The general schema can be seen on the figure below:

Even though this was the most complex strategy I used, this didn’t result in a good improvement of the prediction. A general accuracy of 0.56, but a recall of only 0.39 for class 1.

Maybe numbers are better than classes

In the middle of the process I realised that maybe the problem was trying to predict classes of victims instead of number of victims. That could result in a better model, so I tried a simple model to test this hypothesis. I used the variable number of injured with a Random Forest Regressor and GridSearchCV (Model 09). I evaluated the Mean Absolute Error of the model with the Mean Absolute Error of predicting the mean value of victims. The model was worse than predicting the mean value of victims, so I discarded this hypothesis and didn’t go further on trying to predict the number of injured.

Model resume

I tried several models in the process of trying to get a better performance. During my Nanodegree, I had to create a list of several models and what were their advantages and disadvantages. I made a cheat list with this so I would have this easily when needed. Check this cheat list here. The models I used in this project were:

  • Random Forest Classifier - An ensemble model that uses multiple decision trees made with random samples of the dataset.
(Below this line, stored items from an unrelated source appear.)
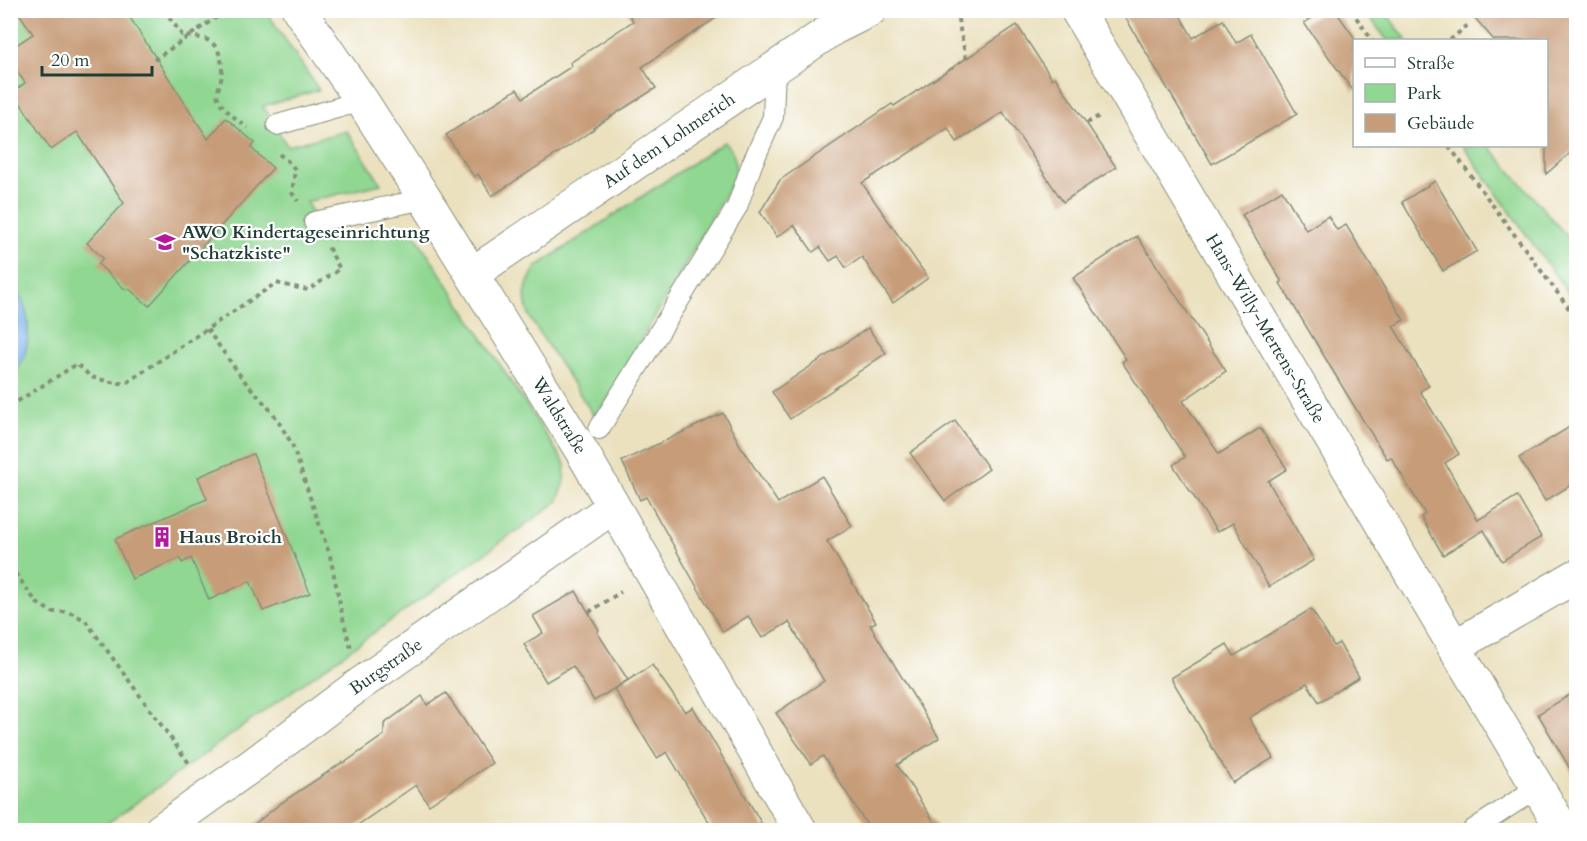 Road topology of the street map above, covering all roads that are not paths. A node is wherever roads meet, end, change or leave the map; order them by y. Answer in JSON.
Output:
{"nodes":[{"id":1,"x":299,"y":10,"type":"edge"},
{"id":2,"x":870,"y":10,"type":"edge"},
{"id":3,"x":1077,"y":10,"type":"edge"},
{"id":4,"x":775,"y":68,"type":"junction"},
{"id":5,"x":362,"y":101,"type":"junction"},
{"id":6,"x":278,"y":125,"type":"dead end"},
{"id":7,"x":425,"y":199,"type":"junction"},
{"id":8,"x":314,"y":222,"type":"road end"},
{"id":9,"x":472,"y":274,"type":"junction"},
{"id":10,"x":599,"y":429,"type":"dead end"},
{"id":11,"x":613,"y":507,"type":"junction"},
{"id":12,"x":1576,"y":576,"type":"edge"},
{"id":13,"x":1454,"y":647,"type":"junction"},
{"id":14,"x":1538,"y":787,"type":"junction"},
{"id":15,"x":795,"y":829,"type":"edge"},
{"id":16,"x":161,"y":831,"type":"edge"},
{"id":17,"x":1473,"y":831,"type":"edge"},
{"id":18,"x":1563,"y":831,"type":"edge"}],
"edges":[{"from":1,"to":5,"type":"street","name":"Waldstraße"},
{"from":2,"to":4,"type":"street","name":"Auf dem Lohmerich"},
{"from":3,"to":13,"type":"street","name":"Hans-Willy-Mertens-Straße"},
{"from":4,"to":9,"type":"street","name":"Auf dem Lohmerich"},
{"from":4,"to":10,"type":"lane"},
{"from":5,"to":6,"type":"lane"},
{"from":5,"to":7,"type":"street","name":"Waldstraße"},
{"from":7,"to":8,"type":"lane"},
{"from":7,"to":9,"type":"street","name":"Waldstraße"},
{"from":9,"to":11,"type":"street","name":"Waldstraße"},
{"from":11,"to":15,"type":"street","name":"Waldstraße"},
{"from":11,"to":16,"type":"street","name":"Burgstraße"},
{"from":12,"to":13,"type":"street"},
{"from":13,"to":14,"type":"street","name":"Hans-Willy-Mertens-Straße"},
{"from":14,"to":17,"type":"lane"},
{"from":14,"to":18,"type":"street","name":"Hans-Willy-Mertens-Straße"}]} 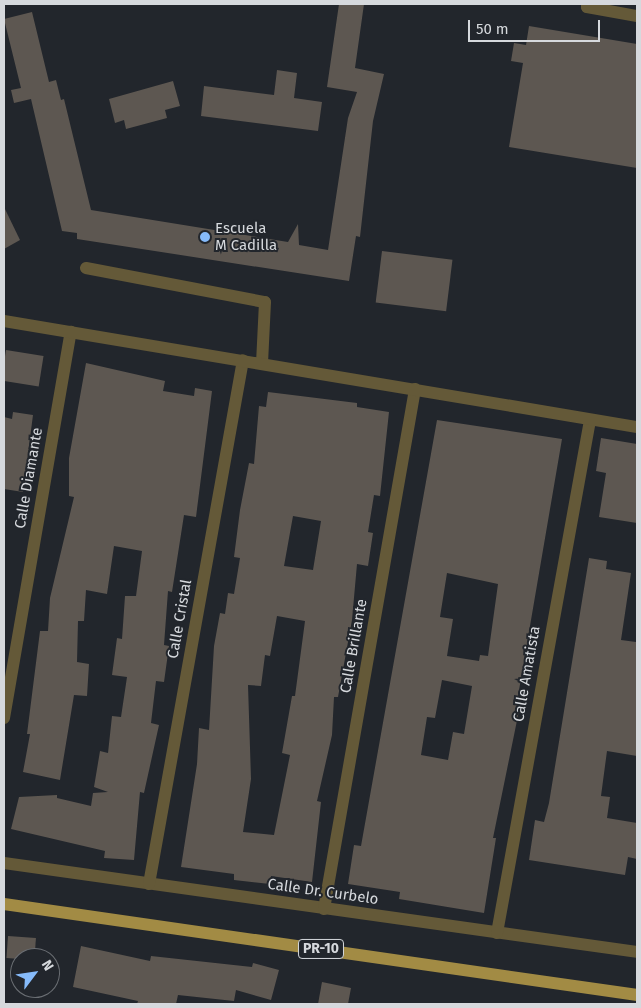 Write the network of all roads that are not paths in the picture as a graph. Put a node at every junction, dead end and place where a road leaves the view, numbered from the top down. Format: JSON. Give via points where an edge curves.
{"nodes":[{"id":1,"x":587,"y":4,"type":"edge"},
{"id":2,"x":637,"y":16,"type":"edge"},
{"id":3,"x":86,"y":268,"type":"dead end"},
{"id":4,"x":4,"y":321,"type":"edge"},
{"id":5,"x":71,"y":332,"type":"junction"},
{"id":6,"x":243,"y":360,"type":"junction"},
{"id":7,"x":262,"y":363,"type":"junction"},
{"id":8,"x":415,"y":389,"type":"junction"},
{"id":9,"x":590,"y":420,"type":"junction"},
{"id":10,"x":637,"y":428,"type":"edge"},
{"id":11,"x":4,"y":718,"type":"edge"},
{"id":12,"x":4,"y":863,"type":"edge"},
{"id":13,"x":149,"y":884,"type":"junction"},
{"id":14,"x":4,"y":904,"type":"edge"},
{"id":15,"x":324,"y":909,"type":"junction"},
{"id":16,"x":497,"y":933,"type":"junction"},
{"id":17,"x":637,"y":952,"type":"edge"},
{"id":18,"x":637,"y":995,"type":"edge"}],
"edges":[{"from":1,"to":2,"type":"street","via":[[587,7]]},
{"from":3,"to":7,"type":"street","via":[[265,302]]},
{"from":4,"to":5,"type":"street"},
{"from":5,"to":6,"type":"street"},
{"from":5,"to":11,"type":"street","name":"Calle Diamante"},
{"from":6,"to":7,"type":"street"},
{"from":6,"to":13,"type":"street","name":"Calle Cristal"},
{"from":7,"to":8,"type":"street"},
{"from":8,"to":9,"type":"street"},
{"from":8,"to":15,"type":"street","name":"Calle Brillante"},
{"from":9,"to":10,"type":"street"},
{"from":9,"to":16,"type":"street","name":"Calle Amatista"},
{"from":12,"to":13,"type":"street","name":"Calle Dr. Curbelo"},
{"from":13,"to":15,"type":"street","name":"Calle Dr. Curbelo"},
{"from":14,"to":18,"type":"main road","number":"PR-10"},
{"from":15,"to":16,"type":"street","name":"Calle Dr. Curbelo"},
{"from":16,"to":17,"type":"street","name":"Calle Dr. Curbelo"}]}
This model usually gives a good performance and is harder to overfit. However, it is usually a slow model that doesn’t scale well. It is a good option especially with smaller datasets, such as the ones with undersampling.
  • Gaussian Naive Bayes - It is a model that need less training data and in highly scalable, thus it could be a good fit for the present study, specially with large data.
  • Logistic Regression - It is a model that doesn’t worry about features being correlated, although it needs more data to train, it is a good choice.
  • Support Vector Machines (SVM)
  • KMeans - It is a fast model that works well with multi class datasets.
  • Gradient Boosting - It is similar to random forest, but this model consider the error of the previous decision tree on the next one.
  • Neural Networks

Evaluating all the models

After 10 models (with accuracy score and F1 scores for each) and 3 classes (with values of recall, precision and F1 score for each) things started to get really confusing. I could not visualize which model was better for what and I definitely couldn’t figure out where could I be better.
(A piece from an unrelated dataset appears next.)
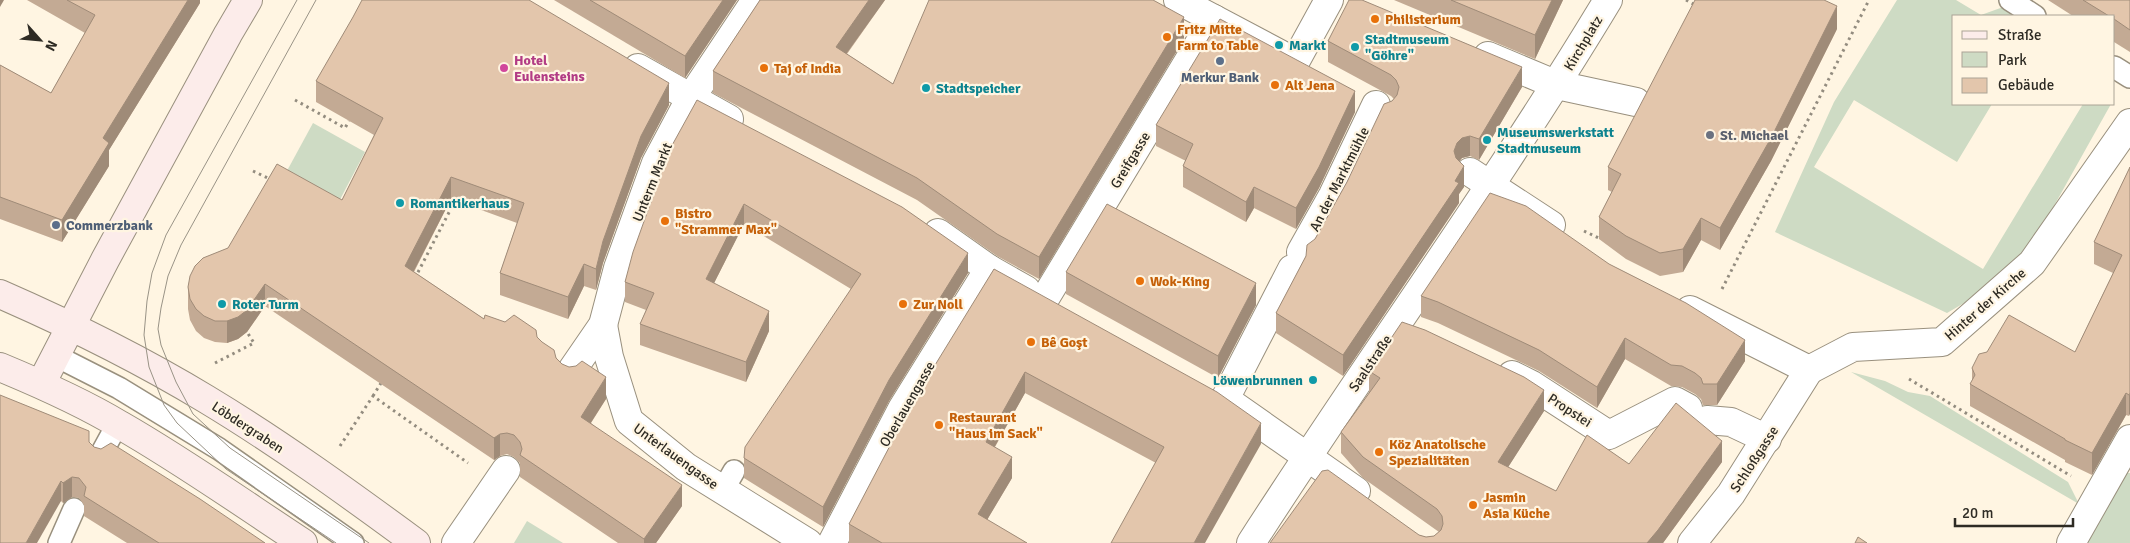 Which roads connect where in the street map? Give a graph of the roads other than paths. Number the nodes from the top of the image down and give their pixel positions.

The final solution for me was to create a spreadsheet that contained all the values and format it with a color bar from 0 to 1. This way, I could visualize what was happening and filter the best models. This became a good friend of mine :) Totally recommend it! If you would like to use mine as a baseline, feel free to download it here.

Final model

Even though the original proposition (multiclass model) had a similar accuracy to the benchmark model, a binary model had a better accuracy and better recall, that was chosen as the best model.

The best model was the Multi-layer Perceptron Classifier (Neural Network), was optimised with the following parameters (Model 20):

Parameter Values Tested Value Optimal
activation identity, logistic, tanh, relu Logistic
solver lbfgs, sgd, adam Adam
hidden layer sizes 50, 100, 200 100
learning rates constant, invscaling, adaptive invscaling

The results here presented are a combination of the best algorithm and variables, but this were small changes compared to the change that could be achieved only by under sampling.

On the figure below we can see the confusion matrix of the best binary model (notebook 20). We can see that only 182 accidents that had not victims were classified as with victims, while 1602 with victims were classified as without victims. The table below has the results of precision, recall and f1-score for each class.

Next steps

It was really fun working with Sklearn and this dataset. However, I think there is room for a better performance. I am currently studying Pytorch and want to give it a try with this dataset. Who knows?

Also, I used only 2 years dataset. I intend to go further back as well.